Gates: Cuts in Pentagon bureaucracy needed to help maintain military force

Defense Secretary Robert M. Gates speaks with U.S. Army officers at Fort Leavenworth, Kan., on Friday.
Defense Secretary Robert M. Gates speaks with U.S. Army officers at Fort Leavenworth, Kan., on Friday. (Cherie Cullen/defense Department Via Associated Press)
By Greg Jaffe
Washington Post Staff Writer
Sunday, May 9, 2010

ABILENE, KAN. -- Defense Secretary Robert M. Gates vowed Saturday to lead an effort to cut as much as $15 billion in overhead costs from the Pentagon's $550 billion budget and warned that without the savings, the military will not be able to afford its current force.

Under Gates's plan, the billions taken from the Pentagon's vast administrative bureaucracy would be used to pay for weapons modernization programs and the overall fighting force in Iraq and Afghanistan. Gates also hinted that additional cuts to major weapons programs would probably be necessary in the coming years.
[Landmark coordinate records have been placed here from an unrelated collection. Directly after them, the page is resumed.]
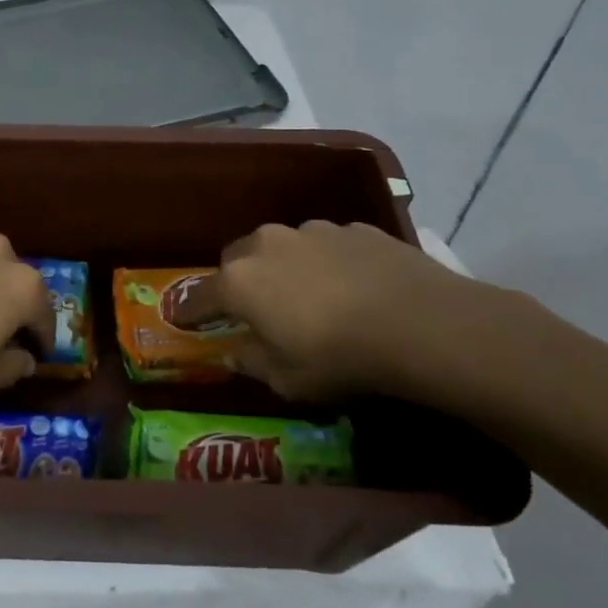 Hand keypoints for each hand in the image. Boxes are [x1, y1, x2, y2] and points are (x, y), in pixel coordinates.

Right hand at [178, 220, 497, 401]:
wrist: (421, 323)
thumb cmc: (338, 358)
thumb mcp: (287, 379)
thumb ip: (253, 362)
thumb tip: (235, 353)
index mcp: (240, 281)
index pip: (200, 296)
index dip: (192, 312)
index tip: (186, 322)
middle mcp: (268, 245)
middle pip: (237, 259)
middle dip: (239, 281)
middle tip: (255, 308)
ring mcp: (313, 231)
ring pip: (283, 247)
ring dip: (285, 267)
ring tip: (309, 295)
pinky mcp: (354, 228)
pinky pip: (326, 246)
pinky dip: (327, 262)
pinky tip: (352, 286) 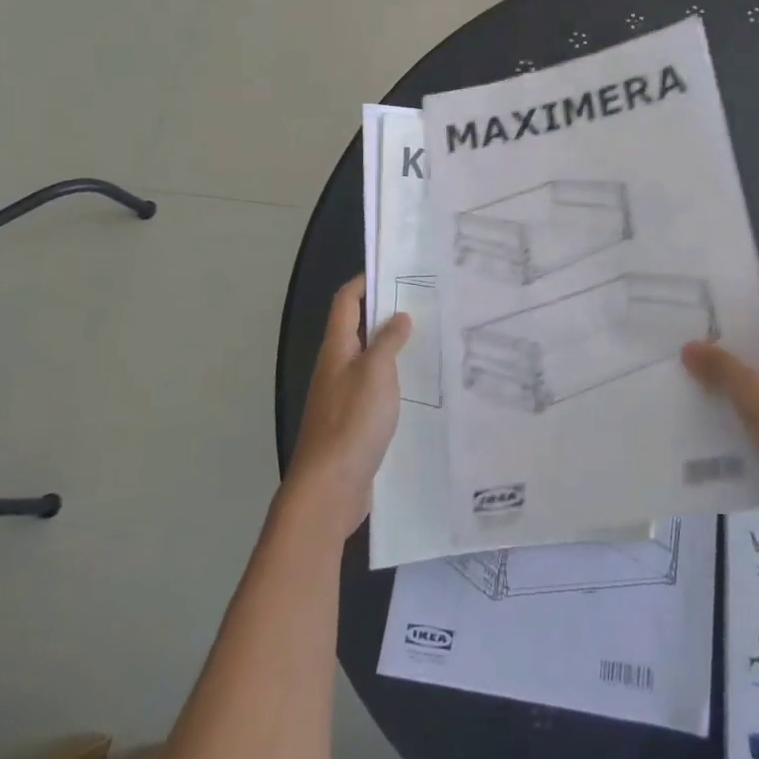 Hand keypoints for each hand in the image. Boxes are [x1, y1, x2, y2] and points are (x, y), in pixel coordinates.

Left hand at [286, 276, 410, 537]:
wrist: (329, 488)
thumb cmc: (352, 422)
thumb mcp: (375, 373)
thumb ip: (387, 342)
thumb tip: (398, 316)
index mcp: (336, 348)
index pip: (346, 301)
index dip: (364, 281)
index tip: (394, 269)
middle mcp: (336, 367)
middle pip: (358, 328)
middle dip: (386, 312)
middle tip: (424, 303)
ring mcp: (343, 396)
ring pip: (369, 359)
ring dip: (393, 347)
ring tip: (430, 339)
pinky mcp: (353, 422)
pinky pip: (375, 388)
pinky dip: (394, 379)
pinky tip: (419, 386) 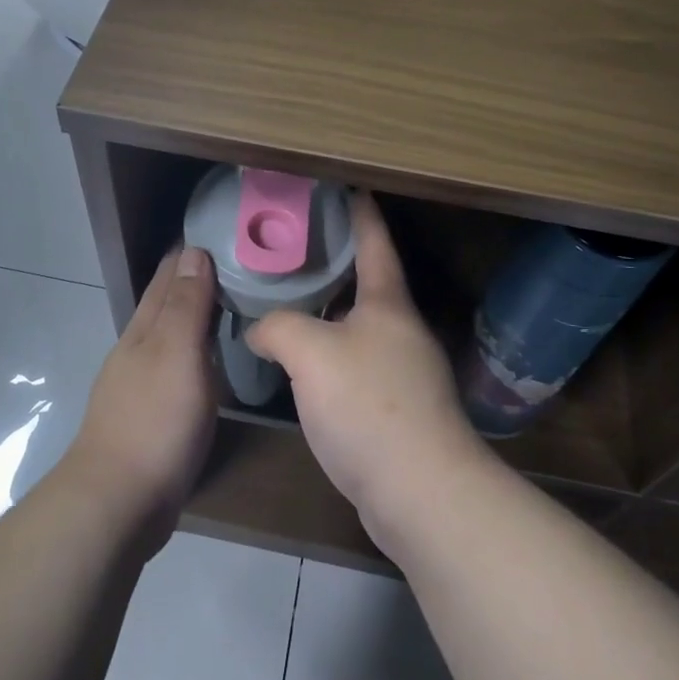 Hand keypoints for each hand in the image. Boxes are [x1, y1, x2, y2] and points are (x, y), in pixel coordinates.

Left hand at [65, 246, 220, 543]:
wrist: (117, 502)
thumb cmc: (155, 421)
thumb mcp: (178, 355)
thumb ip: (187, 305)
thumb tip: (194, 251)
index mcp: (145, 330)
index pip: (168, 278)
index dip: (190, 255)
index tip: (221, 234)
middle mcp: (138, 350)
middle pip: (164, 304)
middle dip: (191, 280)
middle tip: (234, 262)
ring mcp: (139, 385)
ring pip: (169, 337)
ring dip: (193, 317)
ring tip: (227, 304)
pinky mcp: (148, 416)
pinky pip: (176, 369)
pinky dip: (193, 353)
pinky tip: (208, 363)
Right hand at [246, 194, 489, 551]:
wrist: (420, 492)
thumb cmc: (368, 406)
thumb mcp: (311, 353)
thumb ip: (278, 328)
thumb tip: (258, 330)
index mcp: (388, 303)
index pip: (375, 242)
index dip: (361, 212)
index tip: (348, 187)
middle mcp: (402, 330)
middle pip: (369, 283)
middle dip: (337, 263)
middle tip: (295, 249)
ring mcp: (405, 372)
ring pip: (361, 327)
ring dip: (331, 313)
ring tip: (291, 303)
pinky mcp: (399, 410)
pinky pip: (359, 365)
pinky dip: (332, 354)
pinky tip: (305, 366) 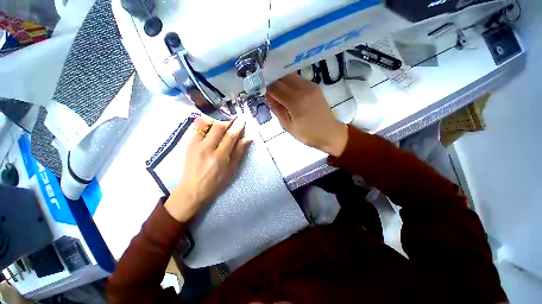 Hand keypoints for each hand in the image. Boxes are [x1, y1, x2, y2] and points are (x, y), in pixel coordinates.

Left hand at [165, 116, 251, 221]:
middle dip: (227, 121)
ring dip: (215, 121)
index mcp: (220, 157)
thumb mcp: (232, 169)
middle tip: (232, 123)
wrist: (193, 190)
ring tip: (221, 126)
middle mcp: (206, 148)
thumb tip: (248, 138)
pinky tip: (210, 129)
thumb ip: (239, 152)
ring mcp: (195, 145)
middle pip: (218, 126)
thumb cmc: (216, 182)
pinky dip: (205, 124)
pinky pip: (196, 127)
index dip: (238, 126)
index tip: (242, 119)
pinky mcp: (188, 144)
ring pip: (205, 123)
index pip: (230, 136)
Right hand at [266, 74, 347, 156]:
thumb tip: (267, 96)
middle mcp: (303, 89)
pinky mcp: (315, 86)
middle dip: (272, 80)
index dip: (265, 86)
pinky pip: (298, 80)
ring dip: (281, 80)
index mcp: (295, 101)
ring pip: (290, 76)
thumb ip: (277, 109)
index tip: (259, 89)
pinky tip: (287, 91)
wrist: (330, 133)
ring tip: (276, 90)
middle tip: (265, 88)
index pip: (274, 86)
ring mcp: (310, 86)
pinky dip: (289, 83)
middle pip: (282, 76)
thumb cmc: (307, 134)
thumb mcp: (288, 126) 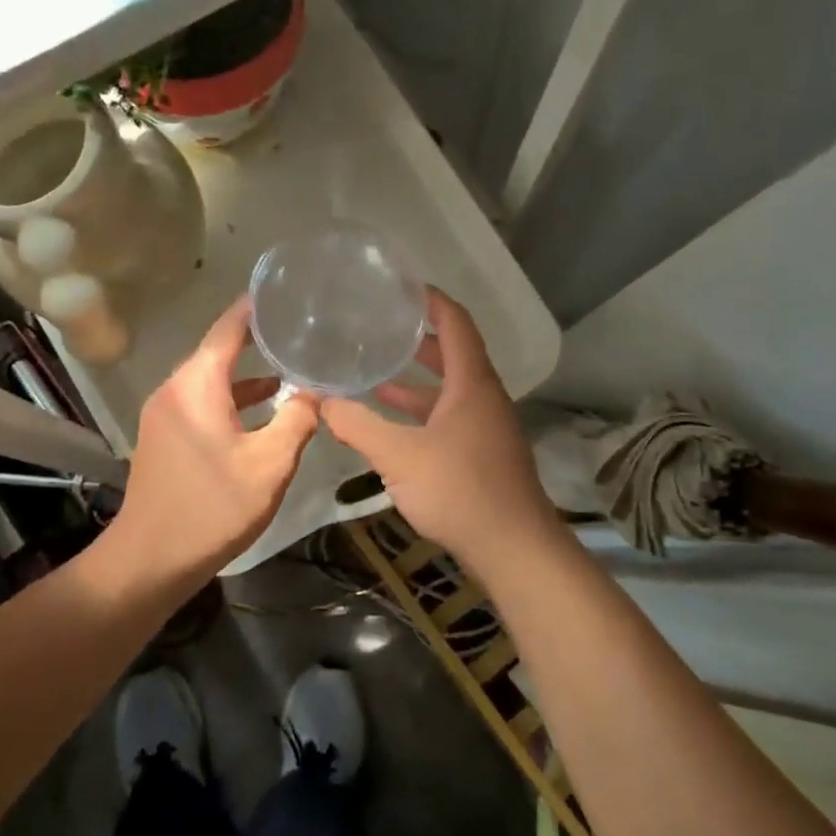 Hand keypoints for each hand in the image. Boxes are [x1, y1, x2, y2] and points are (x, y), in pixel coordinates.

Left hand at [112, 296, 319, 578]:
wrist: (149, 561)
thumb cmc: (212, 508)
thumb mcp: (270, 464)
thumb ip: (297, 420)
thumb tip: (314, 392)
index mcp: (197, 385)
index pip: (227, 328)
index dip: (254, 307)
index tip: (283, 291)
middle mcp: (175, 389)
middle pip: (218, 351)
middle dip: (257, 339)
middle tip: (298, 330)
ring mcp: (165, 414)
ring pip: (211, 380)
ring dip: (247, 375)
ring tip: (290, 367)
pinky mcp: (164, 437)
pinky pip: (202, 402)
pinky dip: (232, 399)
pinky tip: (262, 411)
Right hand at [320, 290, 561, 563]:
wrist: (513, 548)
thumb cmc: (459, 489)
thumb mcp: (398, 455)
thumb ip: (358, 425)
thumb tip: (321, 401)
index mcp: (472, 383)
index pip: (455, 323)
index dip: (431, 300)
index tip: (401, 287)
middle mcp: (483, 397)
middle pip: (453, 354)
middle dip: (418, 339)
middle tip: (381, 327)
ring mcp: (486, 427)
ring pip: (449, 390)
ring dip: (416, 381)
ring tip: (375, 372)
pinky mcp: (482, 453)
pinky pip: (449, 417)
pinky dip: (421, 412)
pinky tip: (392, 425)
The Pentagon's budget has almost doubled over the past decade, but the faltering national economy and surging U.S. debt will impose new austerity on the military, Gates warned.
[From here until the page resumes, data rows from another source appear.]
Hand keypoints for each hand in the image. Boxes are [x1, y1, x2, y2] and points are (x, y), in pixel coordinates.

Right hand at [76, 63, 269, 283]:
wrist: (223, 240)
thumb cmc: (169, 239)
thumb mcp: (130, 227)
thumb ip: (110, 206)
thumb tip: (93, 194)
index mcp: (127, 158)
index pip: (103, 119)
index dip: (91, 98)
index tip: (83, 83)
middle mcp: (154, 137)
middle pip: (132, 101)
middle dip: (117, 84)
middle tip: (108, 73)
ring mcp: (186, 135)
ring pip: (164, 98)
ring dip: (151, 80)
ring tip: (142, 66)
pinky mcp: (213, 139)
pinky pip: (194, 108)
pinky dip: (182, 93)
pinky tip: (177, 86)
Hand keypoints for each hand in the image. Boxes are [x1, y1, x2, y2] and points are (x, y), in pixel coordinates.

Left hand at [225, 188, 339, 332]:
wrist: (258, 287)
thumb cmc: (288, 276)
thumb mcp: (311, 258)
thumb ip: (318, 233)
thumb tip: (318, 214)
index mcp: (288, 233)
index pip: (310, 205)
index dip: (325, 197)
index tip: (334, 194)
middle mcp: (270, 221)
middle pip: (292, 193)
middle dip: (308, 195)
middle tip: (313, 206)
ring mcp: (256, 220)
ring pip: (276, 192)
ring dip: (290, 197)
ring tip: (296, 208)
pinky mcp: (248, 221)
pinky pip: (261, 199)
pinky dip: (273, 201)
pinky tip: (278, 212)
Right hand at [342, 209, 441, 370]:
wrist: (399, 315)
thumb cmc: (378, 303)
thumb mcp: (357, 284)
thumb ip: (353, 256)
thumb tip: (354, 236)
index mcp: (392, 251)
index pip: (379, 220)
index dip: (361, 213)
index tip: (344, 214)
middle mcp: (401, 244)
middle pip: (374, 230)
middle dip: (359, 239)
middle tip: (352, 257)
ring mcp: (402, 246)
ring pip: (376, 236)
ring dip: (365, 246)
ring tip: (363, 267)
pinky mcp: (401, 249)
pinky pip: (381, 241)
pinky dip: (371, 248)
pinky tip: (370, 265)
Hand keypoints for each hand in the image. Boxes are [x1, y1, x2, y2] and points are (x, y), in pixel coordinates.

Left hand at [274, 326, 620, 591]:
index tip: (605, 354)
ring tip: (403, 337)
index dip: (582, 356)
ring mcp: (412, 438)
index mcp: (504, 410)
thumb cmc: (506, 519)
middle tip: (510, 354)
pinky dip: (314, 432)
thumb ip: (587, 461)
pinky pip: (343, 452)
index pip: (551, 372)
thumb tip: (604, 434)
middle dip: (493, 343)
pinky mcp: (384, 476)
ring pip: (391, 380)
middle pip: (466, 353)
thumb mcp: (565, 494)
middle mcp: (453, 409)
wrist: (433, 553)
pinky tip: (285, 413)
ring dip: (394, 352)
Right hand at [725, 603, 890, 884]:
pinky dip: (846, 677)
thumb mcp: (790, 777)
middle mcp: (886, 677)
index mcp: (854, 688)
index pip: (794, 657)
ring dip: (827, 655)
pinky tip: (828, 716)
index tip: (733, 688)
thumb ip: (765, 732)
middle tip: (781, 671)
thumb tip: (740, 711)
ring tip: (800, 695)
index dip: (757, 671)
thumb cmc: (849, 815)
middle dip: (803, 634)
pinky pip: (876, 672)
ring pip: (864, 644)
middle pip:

"The gusher has been turned off," he told an audience of about 300 people at the Eisenhower Presidential Library here. "And it will stay off for a good period of time."

Gates is far from the first defense secretary to promise major cuts in the Pentagon bureaucracy. Throughout his tenure, Donald H. Rumsfeld railed against the inefficiencies plaguing the Defense Department but was unable to realize significant savings. The Clinton administration similarly promised savings by turning to private contractors, an effort that only produced greater costs.

But Gates said that the ballooning national debt lends his efforts a new urgency. "The national economic situation is different than it has ever been in modern times," he told reporters Friday. "If we want to sustain the current force, we have no alternative."

He also suggested that his personal involvement would make this effort different. "When I devote a lot of my time . . . things tend to get done," he said.

Gates told President Obama in January that he planned to stay in office through December 2010, but the defense secretary hinted Friday that he would be willing to stay on longer to ensure that the savings he is seeking are realized. "The truth of the matter is that I have just come to this in the last couple of weeks," he said of his cost-cutting crusade. He also emphasized that his proposed savings of $10 billion to $15 billion a year were rough estimates.

Among Gates's apparent targets for major cuts are the private contractors the Pentagon has hired in large numbers over the past decade to take on administrative tasks that the military used to handle. The defense secretary estimated that this portion of the Pentagon budget has grown by as much as $23 billion, a figure that does not include the tens of billions of dollars spent on private firms supporting U.S. troops in Afghanistan and Iraq.

The defense contractors, who populate new office towers throughout Washington's suburbs and have been a major driver of the local economy, are a significant source of budgetary bloat, Gates said. "We ended up with contractors supervising other contractors -- with predictable results," he said in the speech Saturday.

Gates rattled off examples of costly bureaucracy inside the military, as well. A simple request for a dog-handling team in Afghanistan must be reviewed and assessed at multiple high-level headquarters before it can be deployed to the war zone. "Can you believe it takes five four-star headquarters to get a decision on a guy and a dog up to me?" Gates said to reporters Friday.

More than two decades after the end of the Cold War, the military still has more than 40 generals, admirals or senior civilian equivalents working in Europe. "Yet we scold our allies over the bloat in NATO headquarters," he said.

Gates's new focus on slashing Pentagon bureaucracy is driven by the realization that politics is severely constraining his ability to make cuts elsewhere.

The Pentagon chief has complained in recent weeks that spending on major weapons is often disconnected from real-world threats. He has noted, for example, that United States maintains 11 aircraft-carrier strike groups at a time when no other country has more than one and questioned whether that huge advantage amounts to overkill.

The Pentagon, however, has no plans to scrap a $10 billion to $15 billion aircraft carrier, despite the vessels' increasing vulnerability to precision weapons. "I may want to change things, but I am not crazy," Gates told reporters. "I am not going to cut a carrier. Okay. But people ought to start thinking about how they are going to use carriers in a time when you have highly accurate cruise and ballistic missiles that can take out a carrier."

The defense secretary's ability to cut personnel costs has also been constrained by Congress, which is loath to trim benefits for troops or veterans. "Leaving aside the sacred obligation we have to America's wounded warriors, health-care costs are eating the Defense Department alive, rising from $19 billion a decade ago to roughly $50 billion -- about the entire foreign affairs and assistance budget of the State Department," Gates said Saturday.

Gates spoke outside the Eisenhower library beneath an American flag and two large banners bearing Ike's likeness, and often Gates seemed to be channeling the former president's concerns that massive military spending could, over time, weaken the country. "Eisenhower was wary of seeing his beloved republic turn into a muscle-bound, garrison state -- militarily strong, but economically stagnant and strategically insolvent," he said.